WHAT THIS TASK INVOLVES
What is needed here is an exact repetition of the records below, beginning at the line that has "do ch[n++] = *s++;" and stopping after the line that has "cairo_set_source_rgba(ctx, 0, 0, 0, alpha".

── GIVEN INFORMATION

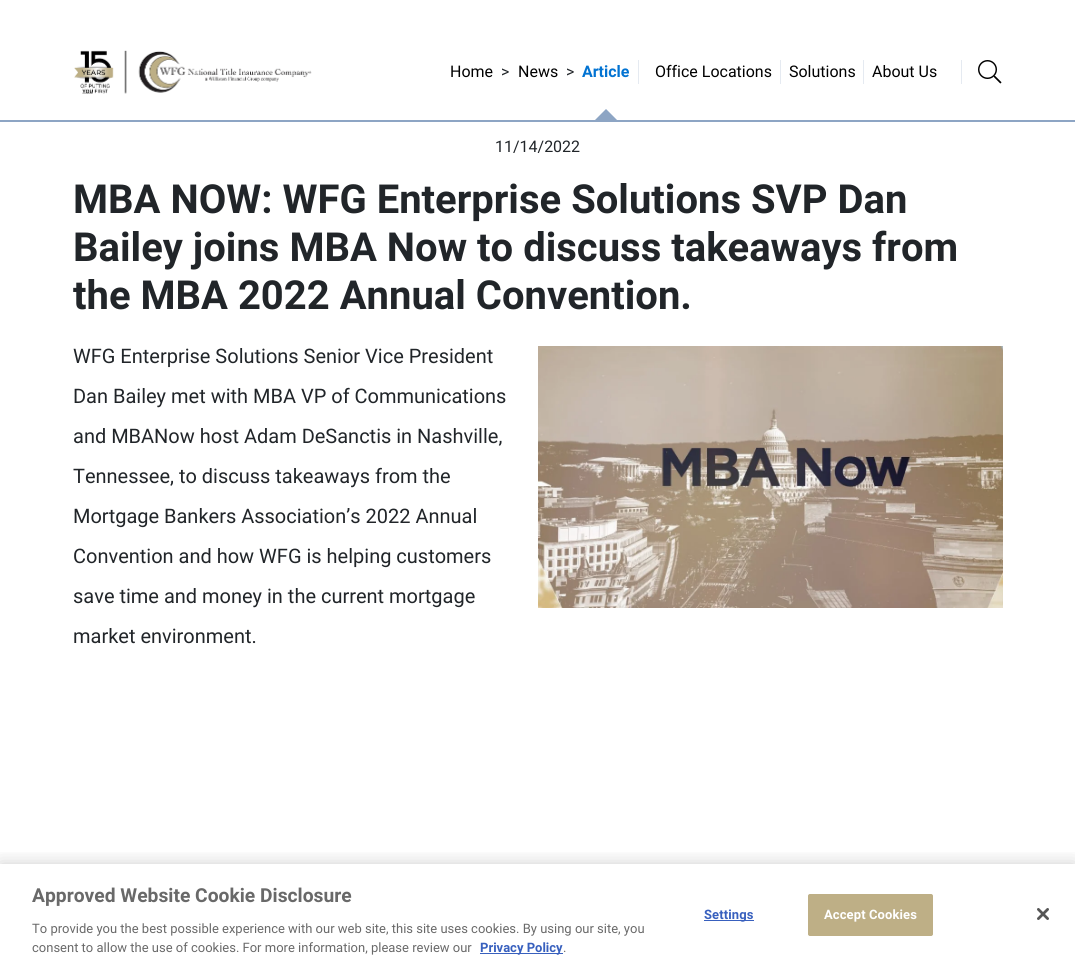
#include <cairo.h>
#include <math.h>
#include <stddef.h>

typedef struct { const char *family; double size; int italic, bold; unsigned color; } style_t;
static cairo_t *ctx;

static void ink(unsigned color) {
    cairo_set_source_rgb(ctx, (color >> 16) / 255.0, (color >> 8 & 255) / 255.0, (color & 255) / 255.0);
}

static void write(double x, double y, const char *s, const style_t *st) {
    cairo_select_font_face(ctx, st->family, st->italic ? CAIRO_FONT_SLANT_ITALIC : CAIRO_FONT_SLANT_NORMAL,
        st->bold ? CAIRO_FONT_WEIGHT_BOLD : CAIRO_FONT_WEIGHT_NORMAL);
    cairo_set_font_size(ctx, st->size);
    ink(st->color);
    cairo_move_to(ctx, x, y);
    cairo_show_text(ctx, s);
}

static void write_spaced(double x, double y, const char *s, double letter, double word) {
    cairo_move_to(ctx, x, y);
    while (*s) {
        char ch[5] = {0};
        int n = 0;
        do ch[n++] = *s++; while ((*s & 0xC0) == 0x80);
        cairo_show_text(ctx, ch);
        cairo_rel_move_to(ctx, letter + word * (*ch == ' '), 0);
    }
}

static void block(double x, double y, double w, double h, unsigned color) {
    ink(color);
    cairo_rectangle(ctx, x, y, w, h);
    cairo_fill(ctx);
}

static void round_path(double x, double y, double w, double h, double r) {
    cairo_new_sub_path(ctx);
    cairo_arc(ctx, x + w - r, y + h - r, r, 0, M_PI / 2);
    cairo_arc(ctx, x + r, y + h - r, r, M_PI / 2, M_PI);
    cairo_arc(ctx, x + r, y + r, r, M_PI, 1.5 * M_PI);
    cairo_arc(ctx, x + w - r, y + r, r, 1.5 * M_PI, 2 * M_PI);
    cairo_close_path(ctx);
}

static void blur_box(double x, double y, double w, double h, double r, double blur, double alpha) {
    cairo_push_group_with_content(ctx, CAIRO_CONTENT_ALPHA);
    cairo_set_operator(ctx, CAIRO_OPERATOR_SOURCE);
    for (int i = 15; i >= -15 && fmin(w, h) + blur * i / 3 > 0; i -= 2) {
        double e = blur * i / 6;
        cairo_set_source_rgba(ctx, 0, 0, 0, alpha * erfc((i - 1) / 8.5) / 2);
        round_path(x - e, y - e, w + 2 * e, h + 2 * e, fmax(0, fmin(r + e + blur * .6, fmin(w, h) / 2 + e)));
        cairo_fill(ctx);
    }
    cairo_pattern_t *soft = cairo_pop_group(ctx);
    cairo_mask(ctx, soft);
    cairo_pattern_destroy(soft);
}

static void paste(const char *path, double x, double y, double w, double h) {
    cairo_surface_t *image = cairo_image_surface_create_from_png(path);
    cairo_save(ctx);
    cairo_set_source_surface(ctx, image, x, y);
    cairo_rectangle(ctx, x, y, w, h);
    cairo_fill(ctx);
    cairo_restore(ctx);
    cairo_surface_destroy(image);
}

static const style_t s1 = {"Roboto", 16, 0, 0, 0x000000};
static const style_t s2 = {"Roboto", 16, 0, 0, 0x212529};
static const style_t s3 = {"Roboto", 16, 0, 1, 0x0273d2};
static const style_t s4 = {"Roboto", 40, 0, 1, 0x212529};
static const style_t s5 = {"Roboto", 20, 0, 0, 0x212529};
static const style_t s6 = {"Roboto", 19.25, 0, 1, 0x696969};
static const style_t s7 = {"Roboto", 13, 0, 0, 0x696969};
static const style_t s8 = {"Roboto", 13, 0, 1, 0x3860be};

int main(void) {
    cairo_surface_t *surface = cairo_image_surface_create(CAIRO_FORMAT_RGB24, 1075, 968);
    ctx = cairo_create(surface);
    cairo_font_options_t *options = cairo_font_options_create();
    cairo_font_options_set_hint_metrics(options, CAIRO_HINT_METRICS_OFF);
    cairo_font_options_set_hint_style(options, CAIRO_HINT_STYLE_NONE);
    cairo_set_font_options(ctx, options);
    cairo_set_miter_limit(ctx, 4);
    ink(0xffffff);
    cairo_paint(ctx);
    block(0, 120, 1075, 2, 0x8da5c4);
    paste("pic1.png", 74, 50, 238, 44);
    block(638, 60, 1, 24, 0xe5eaf1);
    write(450, 77, "Home", &s1);
    write(501, 77, ">", &s2);
    write(518, 77, "News", &s1);
    write(566, 77, ">", &s2);
    write(582, 77, "Article", &s3);
    ink(0x8da5c4);
    cairo_new_path(ctx);
    cairo_move_to(ctx, 618, 121);
    cairo_line_to(ctx, 594, 121);
    cairo_line_to(ctx, 606, 109);
    cairo_close_path(ctx);
    cairo_fill(ctx);
    block(780, 60, 1, 24, 0xe5eaf1);
    write(655, 77, "Office Locations", &s1);
    block(863, 60, 1, 24, 0xe5eaf1);
    write(789, 77, "Solutions", &s1);
    write(872, 77, "About Us", &s1);
    block(961, 60, 1, 24, 0xe5eaf1);
    paste("pic2.png", 978, 60, 24, 24);
    write(495, 152, "11/14/2022", &s2);
    write(73, 213, "MBA NOW: WFG Enterprise Solutions SVP Dan", &s4);
    write(73, 261, "Bailey joins MBA Now to discuss takeaways from", &s4);
    write(73, 309, "the MBA 2022 Annual Convention.", &s4);
    write(73, 363, "WFG Enterprise Solutions Senior Vice President", &s5);
    write(73, 403, "Dan Bailey met with MBA VP of Communications", &s5);
    write(73, 443, "and MBANow host Adam DeSanctis in Nashville,", &s5);
    write(73, 483, "Tennessee, to discuss takeaways from the", &s5);
    write(73, 523, "Mortgage Bankers Association’s 2022 Annual", &s5);
    write(73, 563, "Convention and how WFG is helping customers", &s5);
    write(73, 603, "save time and money in the current mortgage", &s5);
    write(73, 643, "market environment.", &s5);
    paste("pic3.png", 538, 346, 465, 262);
    cairo_save(ctx);
    cairo_rectangle(ctx, 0, 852, 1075, 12);
    cairo_clip(ctx);
    ink(0x000000);
    blur_box(0, 864, 1075, 104, 0, 9, 0.2);
    cairo_restore(ctx);
    write(32, 902, "Approved Website Cookie Disclosure", &s6);
    write(32, 933, "To provide you the best possible experience with our web site, this site uses cookies. By using our site, you", &s7);
    write(32, 952, "consent to allow the use of cookies. For more information, please review our", &s7);
    block(480, 953, 83, 1, 0x3860be);
    write(480, 952, "Privacy Policy", &s8);
    write(563, 952, ".", &s7);
    block(704, 920, 50, 1, 0x3860be);
    cairo_select_font_face(ctx, "Roboto", CAIRO_FONT_SLANT_NORMAL, CAIRO_FONT_WEIGHT_BOLD);
    write_spaced(704, 919, "Settings", 0.1, 0);
    ink(0xbeaf86);
    round_path(808.5, 894.5, 124, 41, 1.5);
    cairo_fill_preserve(ctx);
    cairo_set_line_width(ctx, 1);
    cairo_stroke(ctx);
    ink(0xffffff);
    write_spaced(824, 919, "Accept Cookies", 0.1, 0);
    paste("pic4.png", 1037, 908, 12, 12);
    cairo_surface_write_to_png(surface, "screenshot.png");
    cairo_font_options_destroy(options);
    cairo_destroy(ctx);
    cairo_surface_destroy(surface);
    return 0;
}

────

EXERCISE OUTPUT
        do ch[n++] = *s++; while ((*s & 0xC0) == 0x80);
        cairo_show_text(ctx, ch);
        cairo_rel_move_to(ctx, letter + word * (*ch == ' '), 0);
    }
}

static void block(double x, double y, double w, double h, unsigned color) {
    ink(color);
    cairo_rectangle(ctx, x, y, w, h);
    cairo_fill(ctx);
}

static void round_path(double x, double y, double w, double h, double r) {
    cairo_new_sub_path(ctx);
    cairo_arc(ctx, x + w - r, y + h - r, r, 0, M_PI / 2);
    cairo_arc(ctx, x + r, y + h - r, r, M_PI / 2, M_PI);
    cairo_arc(ctx, x + r, y + r, r, M_PI, 1.5 * M_PI);
    cairo_arc(ctx, x + w - r, y + r, r, 1.5 * M_PI, 2 * M_PI);
    cairo_close_path(ctx);
}

static void blur_box(double x, double y, double w, double h, double r, double blur, double alpha) {
    cairo_push_group_with_content(ctx, CAIRO_CONTENT_ALPHA);
    cairo_set_operator(ctx, CAIRO_OPERATOR_SOURCE);
    for (int i = 15; i >= -15 && fmin(w, h) + blur * i / 3 > 0; i -= 2) {
        double e = blur * i / 6;
        cairo_set_source_rgba(ctx, 0, 0, 0, alpha * erfc((i - 1) / 8.5) / 2);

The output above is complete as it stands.